Support for reform is similarly limited. One interviewee observed: “Previous models often became mere formalities and failed to provide effective support. Full integration remains challenging, requiring the removal of policy and communication barriers between government and hospitals, between prefecture-level and county-level hospitals, and between provincial and local institutions” (GZ20230812QW). Given these conditions, the CMSC pilot in GZ ultimately entered a suspended state, with no substantial progress observed during the investigation.
Conclusion
This study investigated the implementation dynamics of China's CMSC pilots through extensive fieldwork and grounded theory analysis. By identifying institutional compatibility and policy potential energy as the two central forces shaping pilot evolution, the study demonstrates that pilot outcomes emerge not only from policy design but from the interaction between structural alignment and the mobilization of political, administrative, and social resources. These interactions generate four distinct trajectories—upscaling, adjustment, autonomy, and suspension—offering a more nuanced understanding of variation in pilot outcomes.
Theoretically, the study strengthens international scholarship on policy experimentation and implementation in three ways. First, it links grounded, field-derived mechanisms to classical implementation theories, extending insights from Pressman and Wildavsky's coordination framework and Matland's ambiguity–conflict model to contemporary experimental governance contexts. Second, by drawing on comparative work on experimentalist governance and policy learning, the study shows how iterative adaptation, inter-organizational coordination, and actor capacity jointly shape pilot performance. Third, the typology of four pilot trajectories moves beyond binary assumptions of success vs. failure, providing a more differentiated conceptualization of how experimental policies evolve under varying institutional and political conditions.
Practically, the findings highlight several implications for healthcare reform governance. Improving institutional compatibility requires greater coherence across policy domains—including medical insurance payment rules, personnel systems, fiscal management, and information integration. At the same time, enhancing policy potential energy depends on sustained political commitment, capable policy entrepreneurs, and trust-based collaborative networks among institutions. The proposed typology offers a diagnostic tool that can help policymakers anticipate implementation bottlenecks, tailor intervention strategies, and provide differentiated support to counties facing distinct challenges. These insights can guide future rounds of CMSC reform as well as other complex policy experiments that require multilevel coordination.

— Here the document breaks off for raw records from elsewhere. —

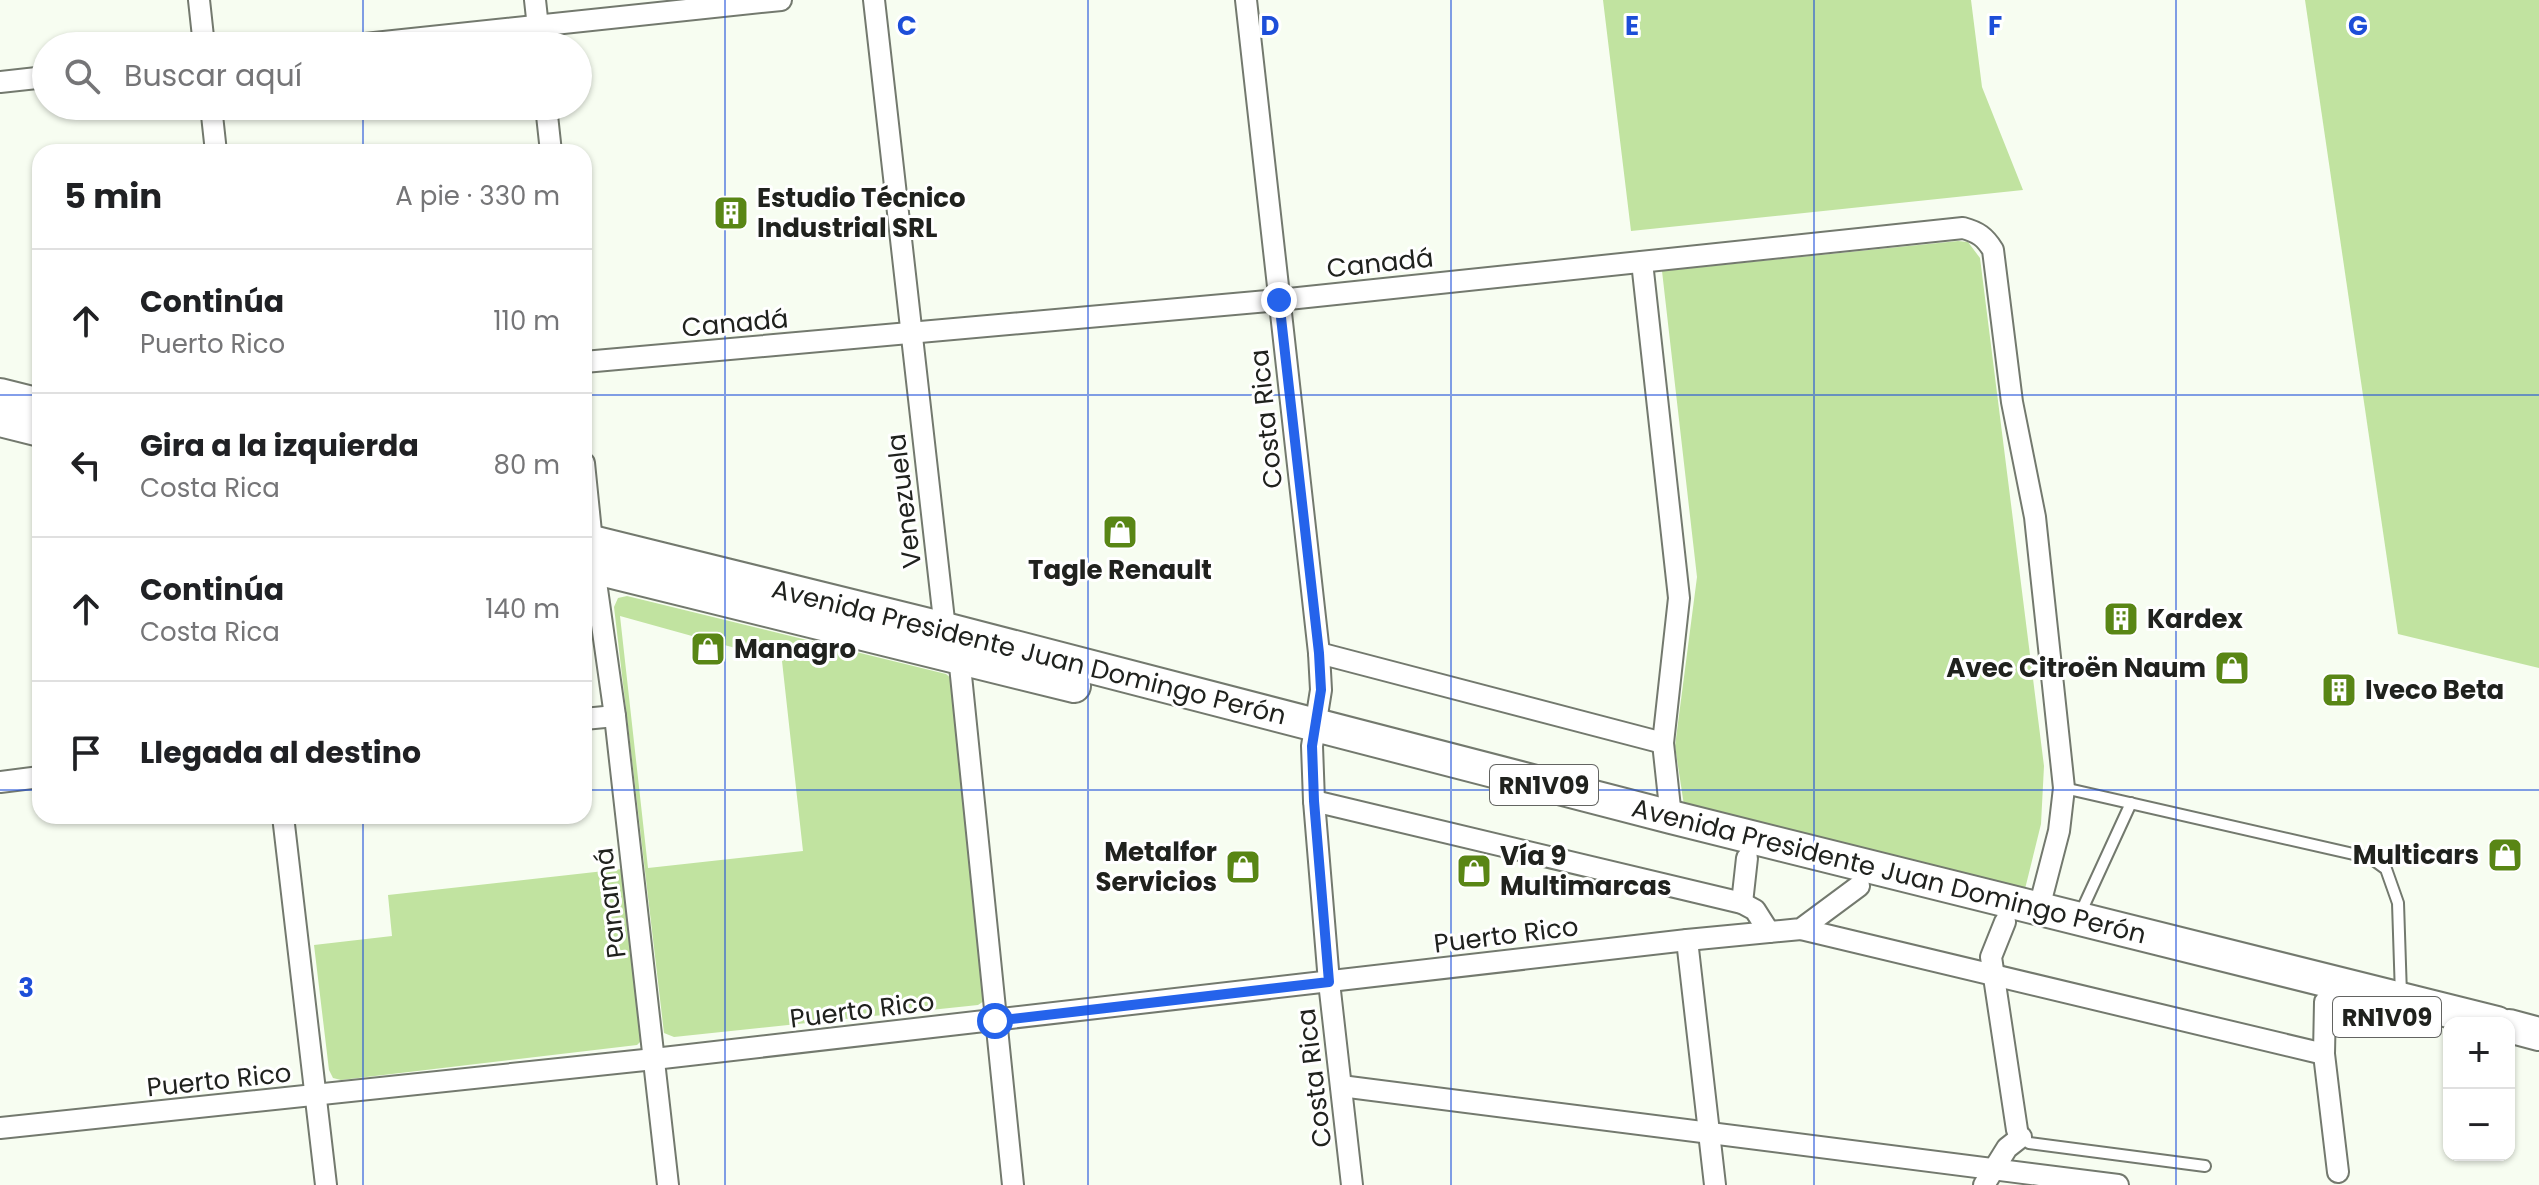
<!DOCTYPE html>
<html lang="es">
<meta charset="utf-8">
<style>
body{margin:0;font-family:Poppins,sans-serif;background:#f2f2f2;color:#202124}
.controls{position:absolute;right:24px;bottom:24px;display:grid;overflow:hidden;border-radius:16px;box-shadow:0 2px 6px #0004}
.controls button{width:72px;height:72px;display:grid;place-items:center;padding:0;border:0;border-bottom:2px solid #e0e0e0;background:#fff;color:#202124;font:40px sans-serif}
.stop{position:absolute;width:24px;height:24px;margin:-18px;border:6px solid #2563eb;border-radius:50%;background:#fff}
.stop.end{background:#2563eb;border-color:#fff;box-shadow:0 2px 8px #0008}
.list{margin:0;padding:0;list-style:none}
h2{display:flex;justify-content:space-between;align-items:center;height:104px;margin:0;padding:0 32px;font-size:34px}
h2 small{font-size:26px;font-weight:400;color:#757577}
.list li{display:grid;grid-template-columns:52px 1fr auto;gap:24px;align-items:center;box-sizing:border-box;height:144px;padding:0 32px;border-top:2px solid #e0e0e0}
.list b{display:block;font-size:30px;white-space:nowrap}
.list p{margin:0;font-size:26px;white-space:nowrap;color:#757577}
.list em{font-size:26px;font-style:normal;color:#757577}
.icon{flex:none;width:44px;height:44px;fill:none;stroke:currentColor;stroke-width:2;stroke-linecap:round;stroke-linejoin:round}
.map{position:relative;flex:none;width:2539px;height:1185px;overflow:hidden}
.search{position:absolute;background:#fff;box-shadow:0 2px 6px #0004;left:32px;top:32px;width:560px;height:88px;display:flex;align-items:center;gap:20px;box-sizing:border-box;padding:0 28px;border-radius:44px;color:#757577;font-size:30px}
.panel{position:absolute;background:#fff;box-shadow:0 2px 6px #0004;left:32px;top:144px;width:560px;height:680px;border-radius:24px}
.map>svg:first-child{display:block}
</style>
<div class="map">
<svg width="2539" height="1185" viewBox="0 0 2539 1185">
<rect width="100%" height="100%" fill="#f7fdf1"/>
<g fill="#c1e3a0" fill-rule="evenodd">
<polygon points="1603,0 1971,0 1982,87 2023,190 1631,231"/>
<polygon points="2305,0 2539,0 2539,668 2398,634"/>
<polygon points="1958,241 1968,242 1980,258 2044,766 2041,824 2024,893 1685,812 1675,746 1697,577 1662,271"/>
<path d="M627 596 946 674 952 679 984 1001 978 1005 674 1037 664 1033 614 607 618 598ZM620 616 782 661 803 851 648 868Z"/>
<polygon points="622,869 642,1032 640,1042 637,1045 341,1080 333,1078 329,1070 314,945 392,936 388,895"/>
</g>
<g fill="none" stroke-linecap="round" stroke-linejoin="round">
<defs>
<g id="service">
<polyline points="2064,788 2371,858 2386,869 2398,903 2401,995"/>
<polyline points="2080,914 2131,803"/>
<polyline points="2020,1135 2029,1143 2205,1166"/>
</g>
<g id="minor">
<polyline points="199,0 204,46"/>
<polyline points="535,0 540,46"/>
<polyline points="874,0 945,629 959,656 1013,1185"/>
<polyline points="1246,0 1319,653 1321,690 1312,746 1314,801 1329,982 1352,1185"/>
<polyline points="346,46 781,0"/>
<polyline points="0,82 46,77"/>
<polyline points="211,106 216,152"/>
<polyline points="546,106 551,152"/>
<polyline points="1642,262 1679,598 1663,743 1671,817"/>
<path d="M584 362 1279 300 1963 228C1978 232 1985 237 1993 250L2012 402 2035 517 2064 788 2059 831 2039 908"/>
<polyline points="584,463 592,542"/>
<polyline points="594,568 615,716 668,1185"/>
<polyline points="1319,653 1663,743"/>
<polyline points="584,719 615,716"/>
<polyline points="0,782 40,777"/>
<polyline points="1314,801 1742,903 1755,910 1769,932"/>
<polyline points="283,816 326,1185"/>
<polyline points="1742,903 1747,858"/>
<polyline points="2005,922 1991,957 2017,1130"/>
<polyline points="1801,929 2324,1054"/>
<polyline points="1687,940 1715,1185"/>
<polyline points="2325,1002 2324,1054 2338,1172"/>
<polyline points="1341,1086 2118,1185"/>
<polyline points="0,1128 654,1059 1687,940 1801,929 1859,886"/>
<polyline points="1984,1185 2007,1148 2021,1137"/>
</g>
<g id="primary">
<polyline points="0,395 40,405"/>
<polyline points="0,420 40,430"/>
<polyline points="584,540 945,629 1671,817 2497,1023"/>
<polyline points="584,565 1074,686"/>
<polyline points="2509,1026 2539,1034"/>
</g>
</defs>
<use href="#service" stroke="#73796e" stroke-width="14"/>
<use href="#minor" stroke="#73796e" stroke-width="24"/>
<use href="#primary" stroke="#73796e" stroke-width="36"/>
<use href="#service" stroke="#fff" stroke-width="10"/>
<use href="#minor" stroke="#fff" stroke-width="20"/>
<use href="#primary" stroke="#fff" stroke-width="32"/>
</g>
<g fill="none" stroke-linecap="round" stroke-linejoin="round">
<polyline stroke="#2563eb" stroke-width="10" points="995,1021 1329,982 1314,801 1312,746 1321,690 1319,653 1279,300"/>
</g>
<path fill="none" stroke="#1d4ed8" stroke-width="2" stroke-opacity="0.55" d="M363 0V46M725 0V1185M1088 0V1185M1451 0V1185M1814 0V1185M2176 0V1185M363 106V152M0 395H40M584 395H2539M0 790H40M584 790H2539M363 816V1185"/>
<defs>
<symbol id="building-square" viewBox="-11 -11 22 22"><rect x="-9" y="-9" width="18" height="18" rx="4" fill="#598615" stroke="#fff"/><path d="M-4-6H4V6H1V3H-1V6H-4ZM-2.5-4.3h1.7v1.8h-1.7ZM.8-4.3h1.7v1.8H.8ZM-2.5-1h1.7V.8h-1.7ZM.8-1h1.7V.8H.8Z" fill="#fff"/></symbol>
<symbol id="shop-square" viewBox="-11 -11 22 22"><rect x="-9" y="-9" width="18" height="18" rx="4" fill="#598615" stroke="#fff"/><path d="M-5-2.5h2.3a2.7 3.5 0 0 1 5.4 0H5L5.5 6h-11ZM-1.5-2.5h3a1.5 2.3 0 0 0-3 0Z" fill="#fff"/></symbol>
</defs>
<g fill-rule="evenodd">
<use href="#building-square" x="711" y="193" width="40" height="40"/>
<use href="#shop-square" x="1100" y="512" width="40" height="40"/>
<use href="#building-square" x="2101" y="599" width="40" height="40"/>
<use href="#shop-square" x="688" y="629" width="40" height="40"/>
<use href="#shop-square" x="2212" y="648" width="40" height="40"/>
<use href="#building-square" x="2319" y="670" width="40" height="40"/>
<use href="#shop-square" x="2485" y="835" width="40" height="40"/>
<use href="#shop-square" x="1223" y="847" width="40" height="40"/>
<use href="#shop-square" x="1454" y="851" width="40" height="40"/>
</g>
<g text-anchor="middle" dominant-baseline="central" stroke-width="6" stroke-linejoin="round" paint-order="stroke">
<g fill="#fff" stroke="#636462" stroke-width="2">
<rect x="1490" y="765" width="108" height="40" rx="6"/>
<rect x="2333" y="997" width="108" height="40" rx="6"/>
</g>
<g font-size="24" font-weight="bold" fill="#20221e">
<text x="1544" y="785">RN1V09</text>
<text x="2387" y="1017">RN1V09</text>
</g>
<g font-size="26" font-weight="bold" fill="#20221e" stroke="#fff" text-anchor="start">
<text x="757" y="198">Estudio Técnico<tspan x="757" dy="30">Industrial SRL</tspan></text>
<text x="1120" y="570" text-anchor="middle">Tagle Renault</text>
<text x="2147" y="619">Kardex</text>
<text x="734" y="649">Managro</text>
<text x="2206" y="668" text-anchor="end">Avec Citroën Naum</text>
<text x="2365" y="690">Iveco Beta</text>
<text x="1217" y="852" text-anchor="end">Metalfor<tspan x="1217" dy="30">Servicios</tspan></text>
<text x="2479" y="855" text-anchor="end">Multicars</text>
<text x="1500" y="856">Vía 9<tspan x="1500" dy="30">Multimarcas</tspan></text>
</g>
<g font-size="26" fill="#20221e" stroke="#fff">
<text transform="translate(1380 263) rotate(-6)">Canadá</text>
<text transform="translate(735 323) rotate(-5)">Canadá</text>
<text transform="translate(1266 419) rotate(-96)">Costa Rica</text>
<text transform="translate(904 501) rotate(-97)">Venezuela</text>
<text transform="translate(1029 652) rotate(14)">Avenida Presidente Juan Domingo Perón</text>
<text transform="translate(1889 871) rotate(14)">Avenida Presidente Juan Domingo Perón</text>
<text transform="translate(610 903) rotate(-97)">Panamá</text>
<text transform="translate(1506 935) rotate(-7)">Puerto Rico</text>
<text transform="translate(862 1010) rotate(-7)">Puerto Rico</text>
<text transform="translate(1314 1078) rotate(-97)">Costa Rica</text>
<text transform="translate(219 1080) rotate(-6)">Puerto Rico</text>
</g>
</g>
<g font-size="26" text-anchor="middle" font-weight="bold" fill="#1d4ed8" stroke="#fff" stroke-width="6" stroke-linejoin="round" paint-order="stroke">
<text x="907" y="35">C</text>
<text x="1270" y="35">D</text>
<text x="1632" y="35">E</text>
<text x="1995" y="35">F</text>
<text x="2358" y="35">G</text>
<text x="26" y="997">3</text>
</g>
</svg>
<div class="controls">
<button>+</button>
<button>−</button>
</div>
<div class="stop" style="left:995px;top:1021px"></div>
<div class="stop end" style="left:1279px;top:300px"></div>
<div class="search"><svg class="icon" aria-label="search" viewBox="0 0 24 24"><circle cx="10" cy="10" r="6"/><path d="M15 15l6 6"/></svg>Buscar aquí</div>
<section class="panel">
<h2>5 min<small>A pie · 330 m</small></h2>
<ul class="list">
<li><svg class="icon" aria-label="ahead" viewBox="0 0 24 24"><path d="M12 20V5M6 11l6-6 6 6"/></svg><div><b>Continúa</b><p>Puerto Rico</p></div><em>110 m</em></li>
<li><svg class="icon" aria-label="left" viewBox="0 0 24 24"><path d="M17 20v-9H6M10 6l-5 5 5 5"/></svg><div><b>Gira a la izquierda</b><p>Costa Rica</p></div><em>80 m</em></li>
<li><svg class="icon" aria-label="ahead" viewBox="0 0 24 24"><path d="M12 20V5M6 11l6-6 6 6"/></svg><div><b>Continúa</b><p>Costa Rica</p></div><em>140 m</em></li>
<li><svg class="icon" aria-label="arrive" viewBox="0 0 24 24"><path d="M6 21V4h12l-3 4 3 4H6"/></svg><div><b>Llegada al destino</b></div></li>
</ul>
</section>
</div>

Several limitations should be noted. First, although the research provides valuable insights into healthcare reform pilot dynamics, the generalizability of the findings to other policy domains may be limited. Future studies could examine the applicability of this framework in other contexts. Second, the study focuses primarily on short-term and intermediate outcomes; longitudinal research would help clarify the long-term impacts and sustainability of different pilot trajectories. Finally, although key driving forces and outcomes were identified, further research is needed to explore the causal mechanisms linking these elements. Mixed-method approaches or comparative case studies could deepen understanding of these relationships.